Verband: Wartezeiten auf Psychotherapie sind zu lang

Die Corona-Krise hinterlässt auch in der Psyche ihre Spuren. Der
Landesverband Psychiatrie-Erfahrener befürchtet eine steigende Zahl
der Erkrankungen. Doch für einen Therapietermin braucht es einen
langen Atem.

Erfurt (dpa/th) - Der Verband für seelische Gesundheit in Thüringen
hat die nach wie vor langen Wartezeiten auf eine Psychotherapie im
Freistaat kritisiert. Es gebe immer noch eine Unterversorgung,
beklagte die Vorstandsvorsitzende des Landesverbandes
Psychiatrie-Erfahrener, Edith Handschuh, anlässlich der bundesweiten
Woche der seelischen Gesundheit.

Sie verwies auf eine Studie der Bundespsychotherapeutenkammer aus dem
Jahr 2018. Demnach müssen Patienten in Thüringen im Schnitt 23,7
Wochen auf eine Therapie warten. Der Freistaat bildet damit das
Schlusslicht unter den Ländern. «Hinzu kommt, das sehr viele
Psychotherapeuten keine Kassenpatienten behandeln und nur
Privatpatienten oder Selbstzahler akzeptieren», sagte Handschuh.

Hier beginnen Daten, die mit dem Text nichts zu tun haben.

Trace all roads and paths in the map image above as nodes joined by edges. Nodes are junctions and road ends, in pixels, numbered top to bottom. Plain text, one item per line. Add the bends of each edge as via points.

Laut der Kassenärztlichen Vereinigung Thüringen gibt es derzeit mehr
als 450 ambulant tätige Psychotherapeuten im Land. Ihre Zahl habe
sich damit in den vergangenen zehn Jahren um 58 Prozent erhöht. Mit
dem neuen Bedarfsplan könne der Zulassungsausschuss in den kommenden
Monaten 17,5 neue Stellen für Psychotherapeuten vergeben.

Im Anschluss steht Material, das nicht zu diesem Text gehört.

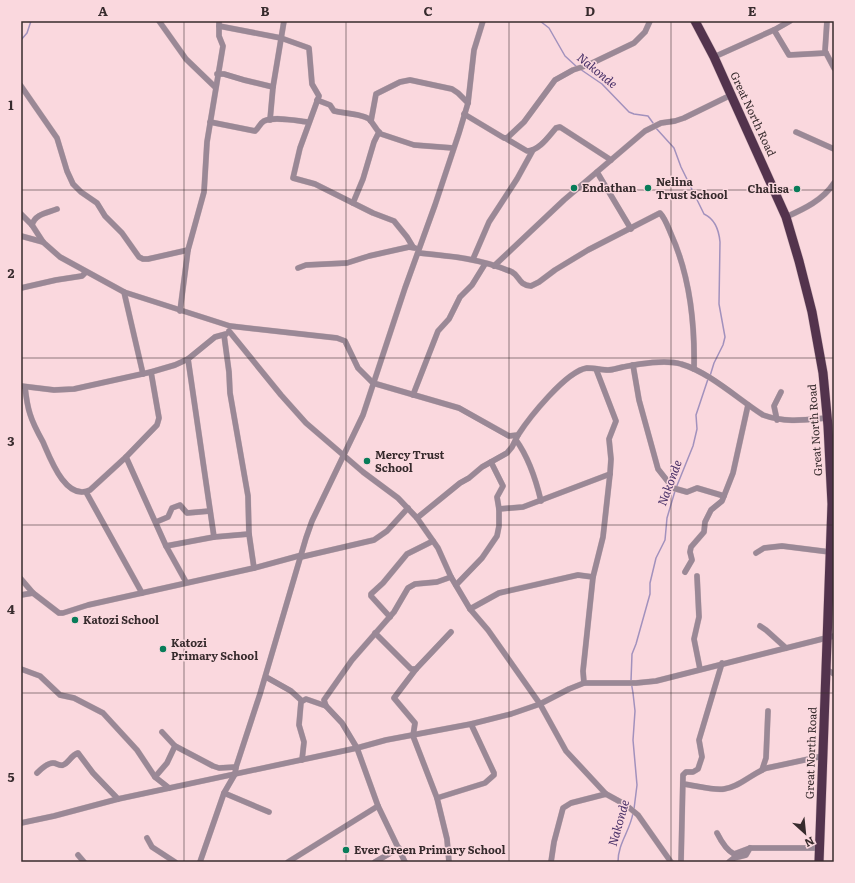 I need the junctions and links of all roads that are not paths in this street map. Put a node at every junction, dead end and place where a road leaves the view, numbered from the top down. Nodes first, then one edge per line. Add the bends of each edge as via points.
1 (159, 21) edge
2 (284, 21) edge
3 (483, 21) edge
4 (650, 21) edge
5 (695, 21) edge
6 (790, 21) edge
7 (827, 21) edge
8 (834, 22) edge
9 (219, 23) edge
10 (774, 30) junction
11 (281, 38) junction
12 (826, 53) junction
13 (714, 57) junction
14 (834, 68) edge
15 (217, 74) junction
16 (21, 86) edge
17 (216, 87) junction
18 (273, 87) junction
19 (731, 95) junction
20 (317, 100) junction
21 (468, 103) junction
22 (464, 114) junction
23 (270, 120) junction
24 (371, 121) junction
25 (210, 122) junction
26 (309, 122) junction
27 (378, 132) junction
28 (796, 132) dead end
29 (505, 138) junction
30 (453, 148) junction
31 (834, 149) edge
32 (533, 150) junction
33 (611, 160) junction
34 (597, 172) junction
35 (834, 183) edge
36 (353, 203) junction
37 (57, 209) dead end
38 (21, 214) edge
39 (786, 217) junction
40 (32, 225) junction
41 (631, 229) junction
42 (21, 236) edge
43 (42, 242) junction
44 (413, 247) junction
45 (188, 250) junction
46 (419, 251) junction
47 (473, 259) junction
48 (485, 264) junction
49 (494, 266) junction
50 (298, 268) dead end
51 (86, 272) junction
52 (21, 288) edge
53 (124, 292) junction
54 (180, 311) junction
55 (229, 328) junction
56 (224, 335) junction
57 (188, 359) junction
58 (633, 365) junction
59 (596, 369) junction
60 (694, 369) junction
61 (151, 372) junction
62 (143, 374) junction
63 (373, 383) junction
64 (23, 386) edge
65 (781, 392) dead end
66 (413, 395) junction
67 (748, 405) junction
68 (777, 420) junction
69 (830, 423) edge
70 (517, 438) junction
71 (343, 455) junction
72 (126, 457) junction
73 (491, 462) junction
74 (610, 474) junction
75 (86, 492) junction
76 (724, 496) junction
77 (541, 501) junction
78 (833, 504) edge
79 (408, 508) junction
80 (499, 509) junction
81 (210, 511) junction
82 (417, 518) junction
83 (156, 522) junction
84 (249, 534) junction
85 (214, 537) junction
86 (433, 541) junction
87 (166, 546) junction
88 (830, 552) junction
89 (756, 553) dead end
90 (302, 556) junction
91 (254, 568) junction
92 (685, 572) dead end
93 (697, 576) dead end
94 (451, 577) junction
95 (593, 577) junction
96 (21, 579) edge
97 (186, 582) junction
98 (456, 585) junction
99 (33, 593) junction
100 (142, 593) junction
101 (21, 595) edge
102 (470, 609) junction
103 (390, 617) junction
104 (760, 626) dead end
105 (451, 632) dead end
106 (375, 634) junction
107 (830, 637) edge
108 (786, 648) junction
109 (722, 663) junction
110 (21, 669) edge
111 (416, 669) junction
112 (700, 669) junction
113 (830, 672) edge
114 (266, 677) junction
115 (584, 683) junction
116 (302, 700) junction
117 (540, 704) junction
118 (326, 706) junction
119 (768, 710) dead end
120 (471, 724) junction
121 (162, 732) dead end
122 (413, 736) junction
123 (175, 746) junction
124 (357, 748) junction
125 (823, 756) junction
126 (302, 760) junction
127 (236, 767) junction
128 (762, 770) junction
129 (37, 773) dead end
130 (235, 774) junction
131 (155, 777) junction
132 (683, 784) junction
133 (169, 788) junction
134 (224, 793) junction
135 (606, 794) junction
136 (437, 798) junction
137 (118, 799) junction
138 (378, 806) junction
139 (269, 812) dead end
140 (21, 823) edge
141 (717, 833) dead end
142 (147, 838) dead end
143 (399, 848) junction
144 (750, 848) junction
145 (819, 848) junction
146 (78, 855) dead end
147 (84, 862) edge
148 (175, 862) edge
149 (200, 862) edge
150 (288, 862) edge
151 (375, 862) edge
152 (405, 862) edge
153 (449, 862) edge
154 (551, 862) edge
155 (671, 862) edge
156 (681, 862) edge
157 (729, 862) edge
158 (819, 862) edge

1 - 17 street via 186,60
2 - 11 street
3 - 21 street via 474,50
4 - 29 street via 645,32 634,43 555,80 524,122
5 - 13 highway, Great North Road
6 - 10 street
7 - 8 street
7 - 12 street via 824,49
9 - 11 street
9 - 15 street via 219,36 223,46
10 - 12 street via 789,55
10 - 13 street
11 - 18 street
11 - 20 street via 309,48 312,84 320,96
12 - 14 street
13 - 19 highway, Great North Road
15 - 17 street
15 - 18 street
16 - 45 street via 56,136 73,184 97,203 104,216 122,232 139,257 148,259
17 - 25 street
18 - 23 street
19 - 33 street via 678,120 655,125
19 - 39 highway, Great North Road
20 - 24 street via 330,105 333,111 366,117
20 - 26 street
21 - 22 street
21 - 24 street via 448,88 410,80 390,86 376,94
22 - 29 street
22 - 30 street
23 - 25 street via 263,122 255,131
23 - 26 street
24 - 27 street
25 - 45 street via 204,192
26 - 36 street via 293,178 314,184
27 - 30 street via 414,145
27 - 36 street
28 - 31 street
29 - 32 street via 527,151
30 - 46 street
32 - 33 street via 560,127
32 - 47 street via 490,222
33 - 34 street
34 - 41 street
34 - 49 street
35 - 39 street via 821,199
36 - 44 street via 394,221
37 - 40 street via 37,217
38 - 40 street
39 - 69 highway, Great North Road via 812,312
40 - 43 street
41 - 49 street via 588,250 531,286 521,283 514,273
41 - 60 street via 661,213 679,252 691,303 695,343
42 - 43 street
43 - 51 street via 60,257
44 - 46 street
44 - 50 street via 347,263 306,265
45 - 54 street
46 - 47 street
46 - 63 street
47 - 48 street
48 - 49 street
48 - 66 street via 472,285 460,297 449,319 438,331
51 - 52 street via 82,276
51 - 53 street
53 - 54 street
53 - 62 street
54 - 55 street
55 - 56 street
55 - 63 street via 343,339 360,371
55 - 71 street via 281,395 306,422
56 - 57 street via 215,337
56 - 84 street via 230,393 248,496
57 - 61 street
57 - 81 street
58 - 59 street via 610,370
58 - 60 street via 679,363
58 - 76 street via 639,400 658,470 674,488 686,492 697,488
59 - 70 street via 581,370 555,390 539,406
59 - 74 street via 616,419 609,439
60 - 67 street
61 - 62 street
61 - 72 street via 159,421
62 - 64 street via 74,389 54,390
63 - 66 street
63 - 71 street via 362,415
64 - 75 street via 30,415 55,470 72,488
65 - 68 street via 774,406
66 - 70 street via 459,408 501,433
67 - 68 street
67 - 76 street via 733,473
68 - 69 street
69 - 78 highway, Great North Road
70 - 73 street via 507,453
70 - 77 street via 536,481
71 - 79 street
71 - 90 street via 312,521
72 - 75 street
72 - 83 street
73 - 80 street via 503,484 497,497
73 - 82 street
74 - 77 street
74 - 95 street via 603,537
75 - 100 street
76 - 92 street via 711,510 705,522 704,532 691,547 692,560
77 - 80 street
78 - 88 highway, Great North Road
79 - 82 street
79 - 90 street via 387,531 374,540
80 - 98 street via 497,536 482,558
81 - 83 street via 187,512 180,505 172,508 168,517
81 - 85 street
82 - 86 street
83 - 87 street
84 - 85 street
84 - 91 street
85 - 87 street
86 - 94 street
86 - 103 street via 407,554 371,594
87 - 97 street
88 - 89 street via 782,546 764,548
88 - 107 highway, Great North Road
90 - 91 street
90 - 114 street
91 - 97 street
93 - 112 street via 699,615 694,639
94 - 98 street
94 - 103 street via 410,586
95 - 102 street via 578,575 499,593
95 - 115 street via 583,671
96 - 99 street
97 - 100 street
98 - 102 street
99 - 100 street via 59,613
99 - 101 street
102 - 117 street via 488,630
103 - 106 street
104 - 108 street
105 - 111 street
106 - 111 street via 411,669
106 - 118 street via 324,700
107 - 108 street
107 - 113 highway, Great North Road
108 - 109 street
109 - 112 street
109 - 132 street via 699,740 702,757 698,769 684,773
110 - 131 street via 42,677 60,695 74,698 103,713 137,750
111 - 122 street via 394,698 415,722
112 - 115 street via 636,683
113 - 125 highway, Great North Road
114 - 116 street via 292,691
114 - 127 street
115 - 117 street
116 - 118 street
116 - 126 street via 299,720 299,730 304,740
117 - 120 street
117 - 135 street via 566,751
118 - 124 street via 342,724
119 - 128 street via 766,758
120 - 122 street
120 - 136 street via 494,775 485,782
121 - 123 street
122 - 124 street
122 - 136 street
123 - 127 street via 217,767
123 - 131 street via 167,763
124 - 126 street
124 - 138 street
125 - 128 street
125 - 145 highway, Great North Road
126 - 130 street
127 - 130 street
128 - 132 street via 723,790
129 - 137 street via 48,764 64,764 78,753
130 - 133 street
130 - 134 street
131 - 133 street
132 - 156 street
133 - 137 street
134 - 139 street
134 - 149 street
135 - 154 street via 571,803 563,808
135 - 155 street via 638,815
136 - 153 street via 447,839
137 - 140 street
138 - 143 street
138 - 150 street
141 - 144 street via 732,854
142 - 148 street via 152,847
143 - 151 street
143 - 152 street
144 - 145 street
144 - 157 street via 746,855
145 - 158 highway, Great North Road
146 - 147 street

Der Verband Psychiatrie-Erfahrener rechnet im Zuge der
Corona-Pandemie mit einem Anstieg psychischer Erkrankungen. «Wir
befinden uns im Herbst und somit in den dunklen Monaten», sagte
Handschuh. Depressionen bauten sich auf. Je länger daher die Krise
mit Einschränkungen, finanziellen Nöten durch Kurzarbeit oder
Jobverlust dauere, desto größer sei auch die Gefahr der Zunahme von
psychischen Erkrankungen. Ähnliches habe schon nach der Finanz- und
Wirtschaftskrise im Jahr 2008 beobachtet werden können.

Der Thüringer Landesverband Psychiatrie-Erfahrener ist eine im Jahr
2000 gegründete Selbsthilfeorganisation. Der Verband berät psychisch
kranke Menschen. Mit der alljährlichen Woche der seelischen
Gesundheit soll über derartige Erkrankungen aufgeklärt und über
bestehende Hilfsangebote informiert werden. In Thüringen werden dazu
in dieser Woche unter anderem in Erfurt und im Wartburgkreis
Gesprächsrunden, Workshops Lesungen und Musik angeboten.